Some municipalities put fields out for bid, so the prices are a good measure of what renters pay, said UW-Extension agent Jim Stute.

Cropland owned by the county went for $167 per acre per year in 2007, Stute said. Stute has heard some renters in Rock County pay as much as $200 per acre.

That’s a big difference from the $72 per acre average in Wisconsin, according to recently released National Agriculture Statistics Service data.

And with the price of grain skyrocketing, the phone has been ringing off the hook with questions from landlords, said Judy Schambow, Rock County Field Services Agency director.

“The subject of land rents has come up constantly,” Schambow said. “They want to know, ‘Exactly how many acres is my farm? What kind of benefits are farmers getting? What are other rents going for?’”

Schambow can’t and shouldn’t be advising landlords on what to charge, she said.


-- Yields and yield potential:

The United States Department of Agriculture keeps track of yield potential for different soil types. The Rock Prairie east of Janesville boasts some of the highest quality soil in the world. But it’s all about location, and you get what you pay for, Stute said.

“If you drive down County A, you’ve got plano soils on one side (the south) and kidder on the other,” he said. “On one side of the road (on the plano soil), you can get 150 to 200 bushels of corn per acre. On the other side of the road, you’ll get 85 to 120.”

Plano soils are worth $150 to $160 per acre in the Cropland Reserve Program, according to Rock County Farm Service Agency statistics. In CRP, the government pays farmers to take land out of production and maintain it with soil preservation practices.

Kidder soils are worth $110 to $150 in CRP. The county’s average soil rental rate is $130. CRP rates should not be used as a guide for cropland rental, Rock County FSA Director Judy Schambow said.

-- Competition:

The price of grain is drumming up competition.

Soybeans traded at $10.30 per bushel in Evansville on Thursday, and corn traded at $3.70.

Compare that to $5.98 for beans and $3.21 for corn this week last year. It’s convincing some landlords to go back to planting, Schambow said, making the competition for precious acres even tighter.

-- Price of land:

A landlord has to charge enough to cover his mortgage, Tadt said. With cropland prices at $3,000 to $6,000 per acre, cash can get tight.

As an example, no land has been for sale in the southeast corner of the county for years, Tadt said. But because of the recent death of a farmer, several thousand acres will soon hit the market.

“When there’s several thousand acres that go on the market at one time at $5,000 per acre, who’s got that much money for that? And if you’re paying $5,000 per acre, what’s the cash flow on this?”


Land rent is one of the only variables in farmers’ input costs. Everybody pays the same for fuel, fertilizer and seed, said Jim Stute, UW Extension agent.

So if you’re paying more than the land is worth for rent, it might cut profits, he said.

“The big difference is land rental,” Stute said. “If you get a dry year and it doesn’t yield as well, it can be a problem. If you’ve bid really high on land rent, you might not be able to make it.”
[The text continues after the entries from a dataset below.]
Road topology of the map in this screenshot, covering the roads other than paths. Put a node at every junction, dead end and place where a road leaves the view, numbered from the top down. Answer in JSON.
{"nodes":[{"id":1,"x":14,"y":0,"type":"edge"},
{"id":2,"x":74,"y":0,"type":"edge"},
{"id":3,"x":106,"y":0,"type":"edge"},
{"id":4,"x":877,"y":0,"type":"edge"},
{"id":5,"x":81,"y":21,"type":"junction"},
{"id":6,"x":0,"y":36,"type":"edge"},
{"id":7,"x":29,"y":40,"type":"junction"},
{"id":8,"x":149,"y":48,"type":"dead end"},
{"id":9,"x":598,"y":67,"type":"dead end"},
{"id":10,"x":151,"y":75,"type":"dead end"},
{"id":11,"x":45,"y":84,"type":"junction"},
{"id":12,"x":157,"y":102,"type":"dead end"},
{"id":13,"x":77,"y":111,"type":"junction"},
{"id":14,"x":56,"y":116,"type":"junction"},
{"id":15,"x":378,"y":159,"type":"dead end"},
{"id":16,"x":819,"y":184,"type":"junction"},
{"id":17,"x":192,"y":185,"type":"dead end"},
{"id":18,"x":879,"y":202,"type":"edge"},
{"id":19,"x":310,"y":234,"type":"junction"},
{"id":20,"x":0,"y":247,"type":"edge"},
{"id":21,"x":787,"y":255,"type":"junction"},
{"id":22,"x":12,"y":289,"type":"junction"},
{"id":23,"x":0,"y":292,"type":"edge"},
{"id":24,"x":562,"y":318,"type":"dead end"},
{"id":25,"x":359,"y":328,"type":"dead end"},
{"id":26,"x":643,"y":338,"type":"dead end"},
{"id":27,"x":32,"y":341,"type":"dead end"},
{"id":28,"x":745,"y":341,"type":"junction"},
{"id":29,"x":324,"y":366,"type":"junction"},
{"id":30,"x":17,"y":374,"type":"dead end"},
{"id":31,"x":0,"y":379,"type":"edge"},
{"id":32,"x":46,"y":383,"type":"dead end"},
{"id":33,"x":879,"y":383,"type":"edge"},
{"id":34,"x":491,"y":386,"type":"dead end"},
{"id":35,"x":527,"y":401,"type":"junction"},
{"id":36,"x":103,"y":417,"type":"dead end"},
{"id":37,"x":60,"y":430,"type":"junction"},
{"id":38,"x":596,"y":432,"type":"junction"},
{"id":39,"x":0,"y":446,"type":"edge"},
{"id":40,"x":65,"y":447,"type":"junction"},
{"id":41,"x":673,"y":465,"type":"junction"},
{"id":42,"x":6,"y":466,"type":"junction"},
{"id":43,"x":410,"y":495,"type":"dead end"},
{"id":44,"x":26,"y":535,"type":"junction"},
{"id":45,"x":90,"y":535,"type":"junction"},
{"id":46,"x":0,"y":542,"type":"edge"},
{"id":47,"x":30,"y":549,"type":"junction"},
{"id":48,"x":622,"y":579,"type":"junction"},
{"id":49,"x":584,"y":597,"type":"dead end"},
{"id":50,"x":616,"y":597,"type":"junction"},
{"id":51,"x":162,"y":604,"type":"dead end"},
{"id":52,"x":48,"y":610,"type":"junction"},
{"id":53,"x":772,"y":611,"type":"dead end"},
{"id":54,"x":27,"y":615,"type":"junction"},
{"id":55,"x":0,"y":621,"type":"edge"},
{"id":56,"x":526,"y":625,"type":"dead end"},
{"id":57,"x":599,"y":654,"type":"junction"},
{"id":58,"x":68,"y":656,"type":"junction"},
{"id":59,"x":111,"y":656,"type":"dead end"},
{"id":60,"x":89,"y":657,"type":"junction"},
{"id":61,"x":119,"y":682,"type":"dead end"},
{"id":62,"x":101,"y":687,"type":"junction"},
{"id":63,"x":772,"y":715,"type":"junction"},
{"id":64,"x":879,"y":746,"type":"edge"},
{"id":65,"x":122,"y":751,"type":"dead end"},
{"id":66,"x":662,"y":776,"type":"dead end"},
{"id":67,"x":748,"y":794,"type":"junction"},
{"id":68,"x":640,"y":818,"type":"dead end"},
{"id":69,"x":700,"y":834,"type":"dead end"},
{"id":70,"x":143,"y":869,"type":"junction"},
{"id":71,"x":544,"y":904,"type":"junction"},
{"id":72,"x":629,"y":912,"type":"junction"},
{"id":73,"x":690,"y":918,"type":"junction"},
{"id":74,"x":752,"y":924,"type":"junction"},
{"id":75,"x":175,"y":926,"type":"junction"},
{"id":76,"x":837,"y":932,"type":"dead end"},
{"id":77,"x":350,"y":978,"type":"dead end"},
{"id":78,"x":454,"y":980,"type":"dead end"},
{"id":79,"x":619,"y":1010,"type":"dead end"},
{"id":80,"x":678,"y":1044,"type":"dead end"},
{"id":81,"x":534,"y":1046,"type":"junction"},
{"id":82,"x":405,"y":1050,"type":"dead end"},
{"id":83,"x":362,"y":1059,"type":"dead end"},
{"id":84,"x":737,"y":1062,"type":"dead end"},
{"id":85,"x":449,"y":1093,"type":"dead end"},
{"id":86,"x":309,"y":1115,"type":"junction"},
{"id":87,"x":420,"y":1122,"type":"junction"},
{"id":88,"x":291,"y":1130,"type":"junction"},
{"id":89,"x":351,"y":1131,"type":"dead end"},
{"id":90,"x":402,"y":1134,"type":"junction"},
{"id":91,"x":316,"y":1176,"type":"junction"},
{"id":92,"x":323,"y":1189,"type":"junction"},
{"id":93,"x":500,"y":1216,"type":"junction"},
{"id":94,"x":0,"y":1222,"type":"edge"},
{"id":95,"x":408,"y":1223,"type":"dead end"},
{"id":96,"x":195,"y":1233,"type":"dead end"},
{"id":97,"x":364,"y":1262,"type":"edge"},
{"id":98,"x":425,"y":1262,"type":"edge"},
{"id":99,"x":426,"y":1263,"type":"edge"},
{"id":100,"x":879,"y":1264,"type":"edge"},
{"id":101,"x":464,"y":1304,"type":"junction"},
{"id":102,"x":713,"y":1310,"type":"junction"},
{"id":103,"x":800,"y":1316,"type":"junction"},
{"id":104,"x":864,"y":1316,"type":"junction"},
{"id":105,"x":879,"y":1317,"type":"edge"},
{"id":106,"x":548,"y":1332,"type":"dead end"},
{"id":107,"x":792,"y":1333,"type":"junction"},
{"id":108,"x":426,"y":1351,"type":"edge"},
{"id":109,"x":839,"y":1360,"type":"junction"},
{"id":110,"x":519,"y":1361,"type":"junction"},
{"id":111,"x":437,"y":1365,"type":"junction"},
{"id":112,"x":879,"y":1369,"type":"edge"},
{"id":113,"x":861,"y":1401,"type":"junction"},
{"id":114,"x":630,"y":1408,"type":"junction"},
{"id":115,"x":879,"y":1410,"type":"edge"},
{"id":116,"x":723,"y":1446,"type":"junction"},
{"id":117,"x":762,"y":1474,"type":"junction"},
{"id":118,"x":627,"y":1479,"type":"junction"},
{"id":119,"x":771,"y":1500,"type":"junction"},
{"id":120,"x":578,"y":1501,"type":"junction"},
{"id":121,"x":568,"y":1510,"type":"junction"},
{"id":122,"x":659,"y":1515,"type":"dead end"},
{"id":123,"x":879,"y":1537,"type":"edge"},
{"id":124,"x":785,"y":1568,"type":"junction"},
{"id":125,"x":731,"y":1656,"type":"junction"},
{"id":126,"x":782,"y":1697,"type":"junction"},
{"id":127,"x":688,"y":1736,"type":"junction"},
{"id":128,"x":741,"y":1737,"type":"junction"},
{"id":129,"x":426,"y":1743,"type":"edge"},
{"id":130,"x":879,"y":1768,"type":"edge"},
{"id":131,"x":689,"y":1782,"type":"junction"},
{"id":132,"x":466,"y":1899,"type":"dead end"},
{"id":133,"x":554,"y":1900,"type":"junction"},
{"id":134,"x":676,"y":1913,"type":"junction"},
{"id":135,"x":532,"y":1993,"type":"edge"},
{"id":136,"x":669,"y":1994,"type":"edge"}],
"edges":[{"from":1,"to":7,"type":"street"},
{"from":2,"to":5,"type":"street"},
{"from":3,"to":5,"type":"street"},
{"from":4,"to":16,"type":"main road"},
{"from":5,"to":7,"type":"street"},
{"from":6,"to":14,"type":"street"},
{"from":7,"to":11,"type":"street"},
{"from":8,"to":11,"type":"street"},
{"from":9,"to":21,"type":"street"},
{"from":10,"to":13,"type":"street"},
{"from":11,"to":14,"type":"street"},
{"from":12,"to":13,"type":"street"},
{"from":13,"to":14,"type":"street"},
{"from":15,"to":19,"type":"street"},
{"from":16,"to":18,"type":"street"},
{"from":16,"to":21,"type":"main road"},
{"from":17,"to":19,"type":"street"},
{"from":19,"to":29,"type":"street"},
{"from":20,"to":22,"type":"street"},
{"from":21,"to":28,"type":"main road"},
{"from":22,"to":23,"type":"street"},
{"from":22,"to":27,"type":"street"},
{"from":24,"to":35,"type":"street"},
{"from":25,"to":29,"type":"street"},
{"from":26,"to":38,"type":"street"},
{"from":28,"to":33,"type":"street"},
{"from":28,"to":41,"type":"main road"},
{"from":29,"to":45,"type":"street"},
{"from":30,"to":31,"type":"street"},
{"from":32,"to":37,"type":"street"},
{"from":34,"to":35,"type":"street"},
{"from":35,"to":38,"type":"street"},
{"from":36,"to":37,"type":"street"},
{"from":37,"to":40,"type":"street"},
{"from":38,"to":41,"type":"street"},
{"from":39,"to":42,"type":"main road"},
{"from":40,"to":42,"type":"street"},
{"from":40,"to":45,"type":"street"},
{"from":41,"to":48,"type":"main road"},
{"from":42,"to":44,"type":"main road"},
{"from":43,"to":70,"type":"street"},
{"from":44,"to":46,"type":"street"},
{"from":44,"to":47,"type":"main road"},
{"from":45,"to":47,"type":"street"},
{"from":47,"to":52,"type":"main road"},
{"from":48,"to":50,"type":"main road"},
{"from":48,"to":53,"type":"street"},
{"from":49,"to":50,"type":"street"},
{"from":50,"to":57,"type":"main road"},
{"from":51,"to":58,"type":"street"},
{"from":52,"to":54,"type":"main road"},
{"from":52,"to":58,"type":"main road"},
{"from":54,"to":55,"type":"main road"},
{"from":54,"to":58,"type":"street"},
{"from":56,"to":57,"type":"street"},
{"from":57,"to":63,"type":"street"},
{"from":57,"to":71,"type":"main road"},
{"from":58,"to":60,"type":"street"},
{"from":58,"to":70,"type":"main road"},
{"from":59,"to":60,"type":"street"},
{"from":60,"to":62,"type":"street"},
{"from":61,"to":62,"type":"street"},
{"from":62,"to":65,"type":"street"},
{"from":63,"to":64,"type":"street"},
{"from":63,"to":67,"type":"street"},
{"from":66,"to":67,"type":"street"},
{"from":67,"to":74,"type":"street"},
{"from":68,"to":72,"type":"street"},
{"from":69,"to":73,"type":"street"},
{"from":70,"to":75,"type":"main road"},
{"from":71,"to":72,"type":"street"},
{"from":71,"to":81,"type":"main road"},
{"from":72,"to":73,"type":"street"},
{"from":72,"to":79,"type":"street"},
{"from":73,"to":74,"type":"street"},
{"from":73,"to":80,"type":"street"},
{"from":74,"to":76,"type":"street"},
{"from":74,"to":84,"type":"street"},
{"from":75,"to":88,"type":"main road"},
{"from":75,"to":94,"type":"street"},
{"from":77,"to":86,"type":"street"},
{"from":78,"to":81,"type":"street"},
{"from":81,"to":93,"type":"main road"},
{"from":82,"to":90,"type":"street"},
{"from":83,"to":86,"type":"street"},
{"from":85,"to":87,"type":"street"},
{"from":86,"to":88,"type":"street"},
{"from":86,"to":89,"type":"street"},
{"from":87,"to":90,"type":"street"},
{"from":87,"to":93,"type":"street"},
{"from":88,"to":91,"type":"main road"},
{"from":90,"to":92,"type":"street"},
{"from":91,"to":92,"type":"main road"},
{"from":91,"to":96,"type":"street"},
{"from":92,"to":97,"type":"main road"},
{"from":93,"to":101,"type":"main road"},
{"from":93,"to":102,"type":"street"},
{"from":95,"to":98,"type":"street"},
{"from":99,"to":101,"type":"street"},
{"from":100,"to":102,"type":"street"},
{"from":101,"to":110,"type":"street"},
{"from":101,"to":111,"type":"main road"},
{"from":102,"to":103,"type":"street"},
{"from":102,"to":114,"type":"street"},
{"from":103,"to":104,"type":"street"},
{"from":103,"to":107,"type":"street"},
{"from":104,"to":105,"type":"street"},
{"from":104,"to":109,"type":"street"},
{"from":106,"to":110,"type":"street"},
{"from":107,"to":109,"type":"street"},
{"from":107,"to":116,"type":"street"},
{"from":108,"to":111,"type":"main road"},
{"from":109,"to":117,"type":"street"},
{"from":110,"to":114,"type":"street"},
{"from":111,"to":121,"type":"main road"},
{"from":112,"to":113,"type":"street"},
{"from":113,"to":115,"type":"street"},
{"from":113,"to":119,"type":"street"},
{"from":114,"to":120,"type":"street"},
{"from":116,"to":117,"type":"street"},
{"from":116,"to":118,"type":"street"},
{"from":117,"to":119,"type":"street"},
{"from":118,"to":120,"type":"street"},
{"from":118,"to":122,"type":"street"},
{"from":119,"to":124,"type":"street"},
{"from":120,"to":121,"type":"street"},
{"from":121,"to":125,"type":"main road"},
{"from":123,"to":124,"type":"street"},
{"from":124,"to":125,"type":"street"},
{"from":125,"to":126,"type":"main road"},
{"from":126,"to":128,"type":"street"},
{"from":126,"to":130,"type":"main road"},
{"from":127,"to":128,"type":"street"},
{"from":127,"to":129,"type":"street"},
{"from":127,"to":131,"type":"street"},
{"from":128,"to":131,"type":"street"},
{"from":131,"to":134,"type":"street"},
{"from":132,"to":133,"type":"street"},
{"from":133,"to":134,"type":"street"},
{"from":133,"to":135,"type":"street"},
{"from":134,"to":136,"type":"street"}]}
Even on one field, yield potential can change from acre to acre.

“Some farms have wet spots and dry spots. There are some fields that are pretty sandy just west of river. If some of those guys got 60 bushel, they’d be happy,” Tadt said. “They still pay rent on those acres. There are very, very few landowners who will give their operators a break.”


Clark County is in an area of the state with the cheapest land rates, according to 2004 USDA statistics.

In 2004, annual cropland rent in northern Wisconsin averaged $39.70 per acre compared to $94.20 in south central Wisconsin.

The 2004 data is the most recent available. The USDA will send out a survey this month to get fresh numbers.

For years, the Clark County Conservation Department rented cropland for $32, said a spokeswoman for the department. In 2007, the county put the fields out for bid, and a farmer paid $116 per acre.

That’s more than farmers pay to rent land owned by the city of Janesville, even though Rock County’s average yield rating is 108 bushels of corn per acre compared to 76 in Clark County.